Nuclear storageStrengthening Nuclear Storage Research

When nuclear engineer Brady Hanson stood before a group of scientists seven years ago, he knew that exploring the behavior of spent nuclear fuel in prolonged storage required a rigorous approach. And he said as much.

“There’s no simple solution here,” he told his fellow researchers, who had convened to settle on a plan to exhaustively probe safety concerns tied to the extended storage and transportation of spent nuclear fuel, with a special focus on fuel cladding: the metal tubing that encases fuel pellets. “We’ll need to explore every way the fuel could degrade under realistic conditions.” 

Now, on the tail end of a decade’s worth of thorough scientific investigation that demonstrates dry fuel storage is indeed safe and secure, he feels differently. “I was wrong! The scientific method showed us what reality is—that long-term storage is safe.”

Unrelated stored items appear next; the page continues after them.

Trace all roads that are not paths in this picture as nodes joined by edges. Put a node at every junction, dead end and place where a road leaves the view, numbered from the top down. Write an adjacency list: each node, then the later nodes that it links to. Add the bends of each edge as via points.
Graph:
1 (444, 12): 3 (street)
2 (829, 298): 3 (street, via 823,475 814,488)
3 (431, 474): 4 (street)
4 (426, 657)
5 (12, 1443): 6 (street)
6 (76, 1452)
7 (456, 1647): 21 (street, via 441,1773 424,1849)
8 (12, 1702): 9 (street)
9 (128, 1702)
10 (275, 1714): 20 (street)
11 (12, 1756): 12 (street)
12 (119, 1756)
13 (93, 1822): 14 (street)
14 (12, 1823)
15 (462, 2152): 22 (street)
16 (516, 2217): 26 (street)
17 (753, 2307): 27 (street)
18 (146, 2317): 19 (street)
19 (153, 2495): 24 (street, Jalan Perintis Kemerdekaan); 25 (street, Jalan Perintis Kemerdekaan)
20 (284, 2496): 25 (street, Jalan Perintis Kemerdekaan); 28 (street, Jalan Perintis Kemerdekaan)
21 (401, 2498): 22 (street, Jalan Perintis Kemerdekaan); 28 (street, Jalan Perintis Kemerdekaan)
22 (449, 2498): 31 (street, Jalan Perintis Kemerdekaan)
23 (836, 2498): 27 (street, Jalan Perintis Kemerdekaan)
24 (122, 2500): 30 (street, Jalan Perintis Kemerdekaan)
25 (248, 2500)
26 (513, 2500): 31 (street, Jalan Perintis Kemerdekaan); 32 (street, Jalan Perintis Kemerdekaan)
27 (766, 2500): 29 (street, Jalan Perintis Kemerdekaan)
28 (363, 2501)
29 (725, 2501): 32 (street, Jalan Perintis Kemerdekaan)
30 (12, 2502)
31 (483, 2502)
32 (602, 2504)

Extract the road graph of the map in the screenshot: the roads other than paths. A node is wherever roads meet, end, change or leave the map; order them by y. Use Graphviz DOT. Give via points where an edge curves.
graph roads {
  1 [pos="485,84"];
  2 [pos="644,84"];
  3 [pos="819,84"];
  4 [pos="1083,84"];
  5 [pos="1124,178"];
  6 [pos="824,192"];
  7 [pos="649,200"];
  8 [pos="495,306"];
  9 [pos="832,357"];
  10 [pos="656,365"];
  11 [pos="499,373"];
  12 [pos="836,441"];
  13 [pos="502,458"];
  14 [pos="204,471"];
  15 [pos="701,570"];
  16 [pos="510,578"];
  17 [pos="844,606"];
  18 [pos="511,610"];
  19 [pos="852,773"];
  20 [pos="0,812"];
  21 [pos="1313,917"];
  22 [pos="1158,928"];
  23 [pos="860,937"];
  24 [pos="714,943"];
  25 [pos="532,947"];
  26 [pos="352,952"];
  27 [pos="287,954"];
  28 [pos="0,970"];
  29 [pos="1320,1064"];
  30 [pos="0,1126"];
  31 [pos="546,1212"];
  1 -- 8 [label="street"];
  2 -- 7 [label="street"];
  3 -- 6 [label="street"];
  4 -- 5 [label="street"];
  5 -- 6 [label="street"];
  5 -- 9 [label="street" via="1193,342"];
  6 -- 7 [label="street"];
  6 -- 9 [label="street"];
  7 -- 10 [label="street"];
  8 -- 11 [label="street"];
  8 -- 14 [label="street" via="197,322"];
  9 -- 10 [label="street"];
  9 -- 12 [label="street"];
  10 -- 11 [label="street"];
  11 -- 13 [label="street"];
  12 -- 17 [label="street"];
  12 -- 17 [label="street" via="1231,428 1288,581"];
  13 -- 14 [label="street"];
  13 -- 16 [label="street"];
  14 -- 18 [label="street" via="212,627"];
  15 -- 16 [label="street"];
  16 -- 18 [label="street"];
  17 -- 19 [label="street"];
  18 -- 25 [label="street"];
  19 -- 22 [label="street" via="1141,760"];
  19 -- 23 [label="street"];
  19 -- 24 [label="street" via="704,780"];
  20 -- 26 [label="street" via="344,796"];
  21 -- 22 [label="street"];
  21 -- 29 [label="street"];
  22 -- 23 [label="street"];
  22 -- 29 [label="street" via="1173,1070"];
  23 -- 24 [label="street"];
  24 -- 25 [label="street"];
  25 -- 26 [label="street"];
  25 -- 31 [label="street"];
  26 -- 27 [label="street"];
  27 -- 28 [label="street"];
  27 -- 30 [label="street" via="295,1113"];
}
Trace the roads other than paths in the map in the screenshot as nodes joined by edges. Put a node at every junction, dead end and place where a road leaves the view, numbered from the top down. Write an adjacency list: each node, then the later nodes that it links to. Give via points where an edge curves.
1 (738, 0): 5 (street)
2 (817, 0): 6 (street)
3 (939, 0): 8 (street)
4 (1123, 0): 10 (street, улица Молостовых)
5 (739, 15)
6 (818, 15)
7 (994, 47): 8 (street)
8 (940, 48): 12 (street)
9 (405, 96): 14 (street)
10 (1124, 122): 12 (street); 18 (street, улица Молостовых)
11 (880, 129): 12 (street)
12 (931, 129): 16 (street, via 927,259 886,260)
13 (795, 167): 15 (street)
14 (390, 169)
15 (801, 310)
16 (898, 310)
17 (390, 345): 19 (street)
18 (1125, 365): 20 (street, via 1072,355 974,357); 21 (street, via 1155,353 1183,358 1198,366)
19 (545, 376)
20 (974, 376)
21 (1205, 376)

Intensively focusing on the potential for failure in nuclear fuel cladding revealed that, even under extreme but realistic conditions, each degradation mechanism was less problematic than anticipated, and each point of concern was successfully settled.

Stress from traveling by ship, train, and truck proved to be negligible, for example, and the fuel temperatures were much cooler than expected. The Office of Nuclear Energy’s Spent Fuel and Waste Science and Technology program now looks toward adding to the extensive body of research by applying the same thorough, integrated approach to the canisters that house spent nuclear fuel from the nation’s commercial nuclear reactor plants.  

On Wednesday, April 14, Hanson and a team of researchers at the U.S. Department of Energy’s Pacific Northwest National Laboratory received a boon for ongoing investigations: three completely empty, unused spent fuel canisters, each weighing over 48,000 pounds. These stainless steel containers will deepen ongoing research efforts into the forces—from infinitesimally small cracks to bumps incurred through transport—that could compromise such containers over many decades. 

A Place for Fuel
Today, nuclear power utilities store over 80,000 metric tons of spent nuclear fuel across the nation. Since the fuel will remain in dry storage longer than was expected, PNNL scientists are working to better understand exactly how the fuel behaves under extended storage conditions, how the canisters age, and the forces the two would undergo when shipped and stored for long periods.